I'm not afraid of travelling alone (although I do tend to be a cautious traveller in general, but I guess this is a relative thing). But I do not enjoy it. I need someone to enjoy it with, someone to point out that building or this lizard to. If this is someone with whom I can compare this view to the other one from two years ago, it's even better. I understand the beauty of the landscape and the history of the city but I only feel them if I can share them with someone, reflect them.
****
[me]
I love coming back. Perhaps even more so than travelling to new places. When the new and the memory overlap, when the surprise and the recollection overlay in complex patterns, when you see everything twice, through your eyes now and five years ago, comparing the past you and the current you and realizing what all changes in between and what stayed the same.
(Travelling intertextuality? Something like this. In any case, definitely related to the way I read.)
****
[and this is also more about *me* than you, even though it sounds differently]

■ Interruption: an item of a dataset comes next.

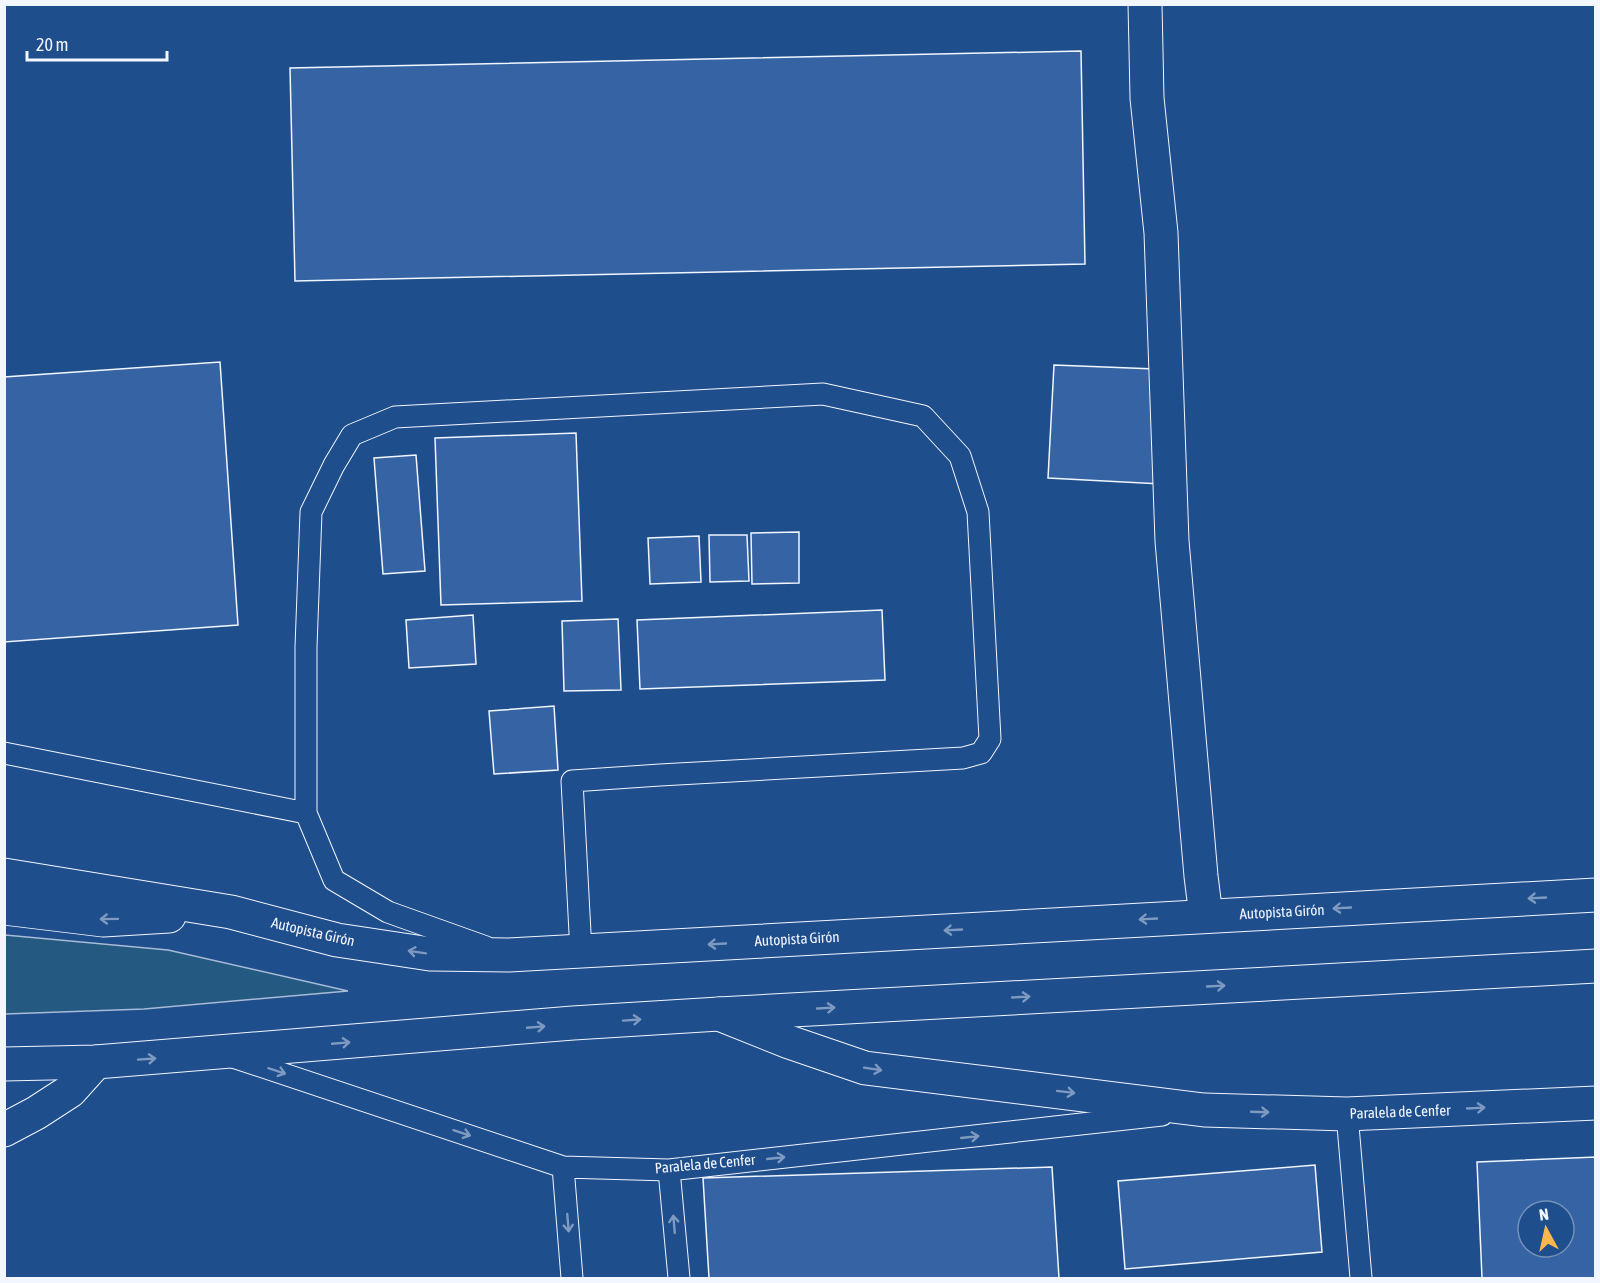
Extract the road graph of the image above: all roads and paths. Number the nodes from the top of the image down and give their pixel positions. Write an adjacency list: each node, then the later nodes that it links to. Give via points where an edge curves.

Travelling and living somewhere is not the same. I know, what a surprise! But here is a thing: it's really hard for me to find a common language with people who have not lived abroad for a prolonged amount of time (although this is not always the case; my partner has not lived abroad for various reasons not to be discussed here). It is not country specific. But there is something that having lived - truly lived! - in a different society changes about you. And yes, there is a part of me that rolls her eyes every time someone that tells me about the few months they spent somewhere else. I know it's not very fair (maybe it's even elitist; but then again I could also make an argument that it's a luxury to have a career - if you want a career, of course - that allows you to stay in the same country); but especially when it comes to academics - well yeah, sorry, this does not really count ...
(And there is no coming back, of course. Once you lived somewhere else you are forever changed. There is no coming home because your home is now a liminal space between countries and cultures.)
no subject
Date: 2017-09-06 06:04 pm (UTC)no subject
Date: 2017-09-07 03:06 pm (UTC)In general, living abroad is most about the experience of the relativity of a lot of things that we see as normal and right in terms of society and interaction. It makes one, even after coming back, question a lot more concepts that one would not have thought about before.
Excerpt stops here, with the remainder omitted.